Seoul's move to seal more FTAs has gathered pace since last year as its top two trading partners -- the United States and China -- have been engaged in an unprecedented trade war. Their protracted trade row has dealt a hard blow to South Korea, leaving it suffering an extended slump in its outbound shipments.
In September, South Korea's exports sank 11.7 percent from a year earlier, extending their slump to a whopping 10th consecutive month. It marked the longest on-year skid of exports since the 19-month consecutive fall from January 2015 to July 2016.
Adding to the woes is the recently flared-up trade tussle between Seoul and Tokyo. The Asian neighbor's abrupt curbs on exporting key industrial materials, crucial for the production of chips and displays, served as a wake-up call for South Korea to further diversify its exports.
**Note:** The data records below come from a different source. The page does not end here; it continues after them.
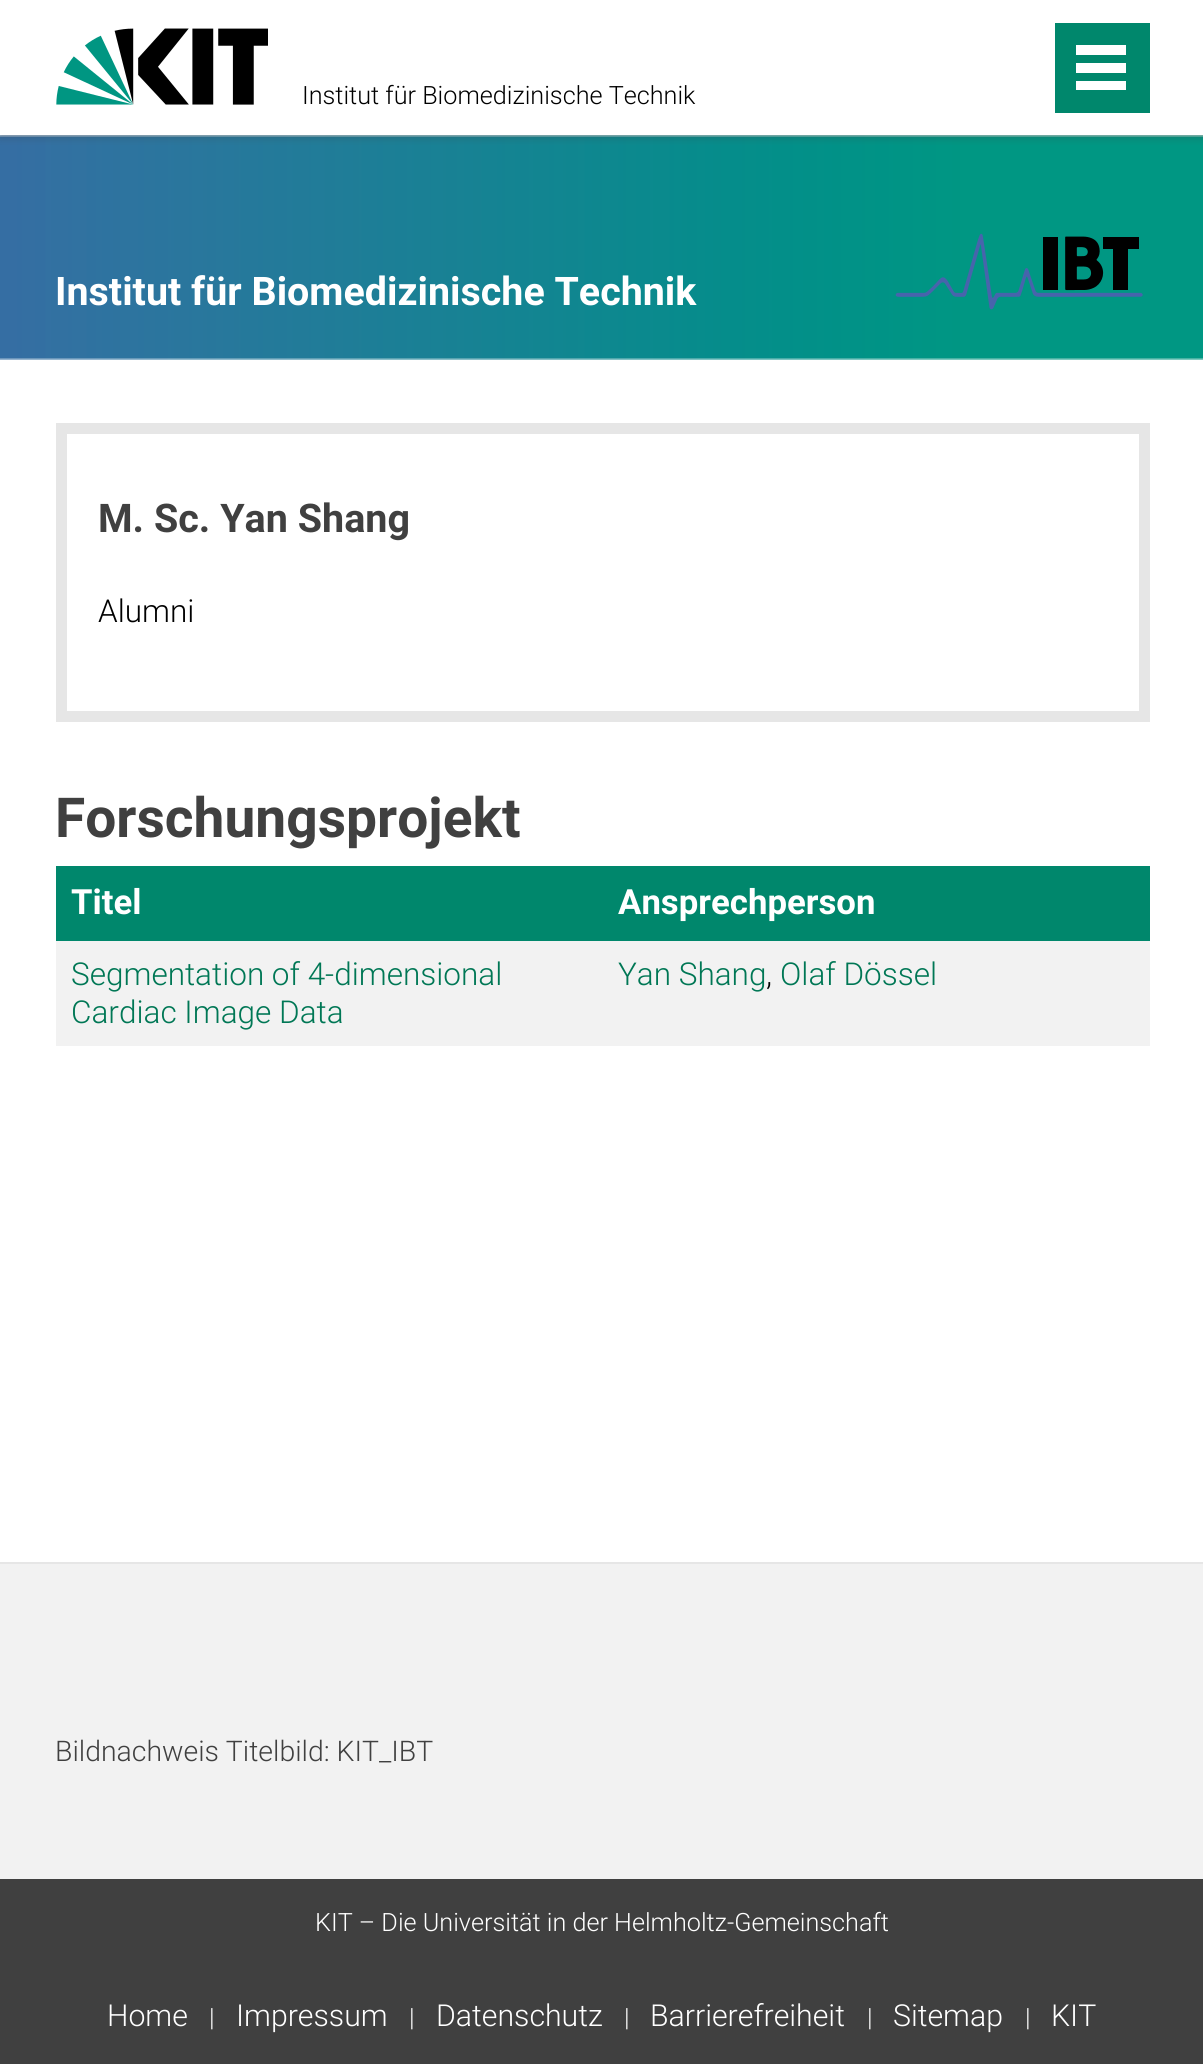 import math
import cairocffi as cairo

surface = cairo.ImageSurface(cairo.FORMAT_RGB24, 1203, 2064)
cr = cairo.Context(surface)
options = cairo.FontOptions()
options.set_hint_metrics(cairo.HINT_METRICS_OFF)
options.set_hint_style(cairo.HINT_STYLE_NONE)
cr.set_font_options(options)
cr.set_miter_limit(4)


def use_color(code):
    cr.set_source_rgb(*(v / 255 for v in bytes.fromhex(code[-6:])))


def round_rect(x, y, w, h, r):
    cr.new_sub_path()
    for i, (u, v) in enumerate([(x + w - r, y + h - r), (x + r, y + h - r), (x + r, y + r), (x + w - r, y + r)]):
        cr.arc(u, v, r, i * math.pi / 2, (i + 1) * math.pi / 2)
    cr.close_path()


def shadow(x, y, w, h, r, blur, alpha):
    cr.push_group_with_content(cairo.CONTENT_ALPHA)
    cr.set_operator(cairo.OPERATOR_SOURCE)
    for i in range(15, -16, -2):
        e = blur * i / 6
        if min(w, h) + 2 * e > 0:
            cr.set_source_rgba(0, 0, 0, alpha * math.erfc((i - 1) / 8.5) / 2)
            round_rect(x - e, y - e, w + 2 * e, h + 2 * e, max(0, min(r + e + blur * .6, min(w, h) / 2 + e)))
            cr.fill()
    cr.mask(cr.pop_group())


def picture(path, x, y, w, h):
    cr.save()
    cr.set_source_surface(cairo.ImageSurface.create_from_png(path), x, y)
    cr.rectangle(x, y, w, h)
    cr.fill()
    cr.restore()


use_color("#ffffff")
cr.paint()
picture("img2.png", 0, 135, 1203, 225)
cr.save()
cr.rectangle(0, 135, 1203, 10)
cr.clip()
use_color("#404040")
shadow(0, 0, 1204, 135, 0, 5.5, 0.5)
cr.restore()
picture("img1.png", 56, 28, 212, 77)
cr.select_font_face("Roboto Light")
cr.set_font_size(25.2)
use_color("#000000")
cr.move_to(302, 104)
cr.show_text("Institut für Biomedizinische Technik")
use_color("#00876c")
cr.rectangle(1055, 23, 95, 90)
cr.fill()
use_color("#ffffff")
cr.rectangle(1076, 81, 50, 9)
cr.fill()
cr.rectangle(1076, 63, 50, 10)
cr.fill()
cr.rectangle(1076, 45, 50, 10)
cr.fill()
cr.select_font_face("Roboto", cairo.FONT_SLANT_NORMAL, cairo.FONT_WEIGHT_BOLD)
cr.set_font_size(39.4)
cr.move_to(55, 305)
cr.show_text("Institut für Biomedizinische Technik")
picture("img3.png", 895, 233, 248, 77)
cr.rectangle(61.5, 428.5, 1083, 288)
use_color("#e6e6e6")
cr.set_line_width(11)
cr.stroke()
cr.set_font_size(39.5)
use_color("#404040")
cr.move_to(98, 532)
cr.show_text("M. Sc. Yan Shang")
cr.select_font_face("Roboto Light")
cr.set_font_size(31.5)
use_color("#000000")
cr.move_to(98, 622)
cr.show_text("Alumni")
cr.select_font_face("Roboto", cairo.FONT_SLANT_NORMAL, cairo.FONT_WEIGHT_BOLD)
cr.set_font_size(55.1)
use_color("#404040")
cr.move_to(55, 837)
cr.show_text("Forschungsprojekt")
use_color("#00876c")
cr.rectangle(56, 866, 1094, 75)
cr.fill()
cr.set_font_size(34.75)
use_color("#ffffff")
cr.move_to(71, 914)
cr.show_text("Titel")
cr.move_to(618, 914)
cr.show_text("Ansprechperson")
use_color("#f2f2f2")
cr.rectangle(56, 941, 1094, 105)
cr.fill()
cr.select_font_face("Roboto Light")
cr.set_font_size(31.5)
use_color("#007755")
cr.move_to(71, 985)
cr.show_text("Segmentation of 4-dimensional")
cr.move_to(71, 1023)
cr.show_text("Cardiac Image Data")
cr.move_to(618, 985)
cr.show_text("Yan Shang")
use_color("#000000")
cr.move_to(766, 985)
cr.show_text(",")
use_color("#007755")
cr.move_to(780, 985)
cr.show_text("Olaf Dössel")
use_color("#f2f2f2")
cr.rectangle(0, 1564, 1203, 315)
cr.fill()
use_color("#e6e6e6")
cr.rectangle(0, 1562, 1203, 2)
cr.fill()
cr.set_font_size(28.4)
use_color("#404040")
cr.move_to(55, 1761)
cr.show_text("Bildnachweis Titelbild: KIT_IBT")
cr.rectangle(0, 1879, 1203, 185)
cr.fill()
cr.set_font_size(25.2)
use_color("#ffffff")
cr.move_to(315, 1931)
cr.show_text("KIT – Die Universität in der Helmholtz-Gemeinschaft")
cr.set_font_size(30.25)
cr.move_to(107, 2026)
cr.show_text("Home")
cr.set_font_size(25.2)
cr.move_to(209, 2026)
cr.show_text("|")
cr.set_font_size(30.25)
cr.move_to(236, 2026)
cr.show_text("Impressum")
cr.set_font_size(25.2)
cr.move_to(409, 2026)
cr.show_text("|")
cr.set_font_size(30.25)
cr.move_to(436, 2026)
cr.show_text("Datenschutz")
cr.set_font_size(25.2)
cr.move_to(624, 2026)
cr.show_text("|")
cr.set_font_size(30.25)
cr.move_to(650, 2026)
cr.show_text("Barrierefreiheit")
cr.set_font_size(25.2)
cr.move_to(867, 2026)
cr.show_text("|")
cr.set_font_size(30.25)
cr.move_to(893, 2026)
cr.show_text("Sitemap")
cr.set_font_size(25.2)
cr.move_to(1025, 2026)
cr.show_text("|")
cr.set_font_size(30.25)
cr.move_to(1051, 2026)
cr.show_text("KIT")
surface.write_to_png("result.png")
"It is unusual for countries such as South Korea to heavily depend on a few partners in trade," Kim Bong-chul, a professor of commerce at Hankuk University of Foreign Studies, said. "Even without such trade disputes, South Korea always needed to avoid putting all eggs in one basket."
Since its debut in 2017, the Moon Jae-in administration has been preaching the expansion of FTA territory and the diversification of overseas markets by forging or strengthening economic and political ties with emerging countries from the Southeast and the Central Asian regions, as well as with Russia and India, under its iconic New Southern and Northern policies.
"An FTA can work as a tool for South Korea in maintaining overall balance in trade. It serves as legal infrastructure that helps the country to ease its dependence on traditional partners," Kim added, claiming South Korea is on the right path to expand ties with more partners.
Starting this month, South Korea's FTA with Honduras and Nicaragua went into effect, as the first step of its comprehensive trade pact with five Central American countries. The FTA with the remaining countries -- Costa Rica, El Salvador and Panama -- will also go into effect after they complete remaining procedures.
In August, South Korea struck an free trade deal with Israel that is expected to take effect in the first half of 2020.
The FTA with tech-savvy Israel is especially significant as South Korea's trade row with Japan is poised to hurt the materials, parts and equipment industries of Asia's No. 4 economy.
"As Israel holds core technologies, the FTA will help South Korea to build ground in beefing up its materials, parts and equipment segments and improve its production technologies," Trade Minister Yoo Myung-hee said when the two countries announced the FTA.
In the same month, South Korea and Britain also inked an FTA that centers on maintaining benefits under the existing South Korea-EU FTA if London leaves the world's single largest economic bloc without agreeing on post-Brexit conditions.
While Britain takes up only a small slice of the country's outbound shipments, the deal helped ease uncertainties stemming from the so-called Brexit.
On top of the three fresh deals, South Korea currently plans to add at least eight more deals to its existing 16 sets of FTAs around the globe.
For one, Seoul is currently working to clinch FTAs with Indonesia, Malaysia and the Philippines by the end of the year in time for the South Korea-ASEAN summit slated for November.
Although Seoul also has a free trade agreement with ASEAN, the individual deals will help countries to meet specific needs, the ministry said. If all the negotiations underway are successful, South Korea will have free trade deals with all five of its top ASEAN trading partners.
"The economic gap among Southeast Asian countries is wide. Thus, the existing deal does not take different industrial structures of the members into consideration," Cheong Jae-wan, a principal researcher at the Korea Institute for International Economic Policy (KIEP), said.
"Currently, South Korea's trade with Vietnam is relatively higher than other Southeast Asian countries. The upcoming FTAs with other members will help Seoul to forge deeper ties with other countries in the region as well."
Seoul and Moscow also declared that they have begun discussions to sign a free trade agreement in the service and investment segments.
FTAs with regional blocks such as MERCOSUR, which covers Brazil, Argentina, Paraguay and Uruguay, and the Regional Comprehensive Economic Partnership (RCEP) that encompasses Asian and Oceanian countries are currently under negotiation as of October.
On top of the ongoing negotiations, South Korea began preliminary studies on seeking an FTA with Uzbekistan as well.
"By promoting the New Southern and Northern policies, South Korea is able to expand the FTA network and diversify its export portfolio to cover emerging markets," an official from the trade ministry said. "This will provide South Korean firms with more business opportunities."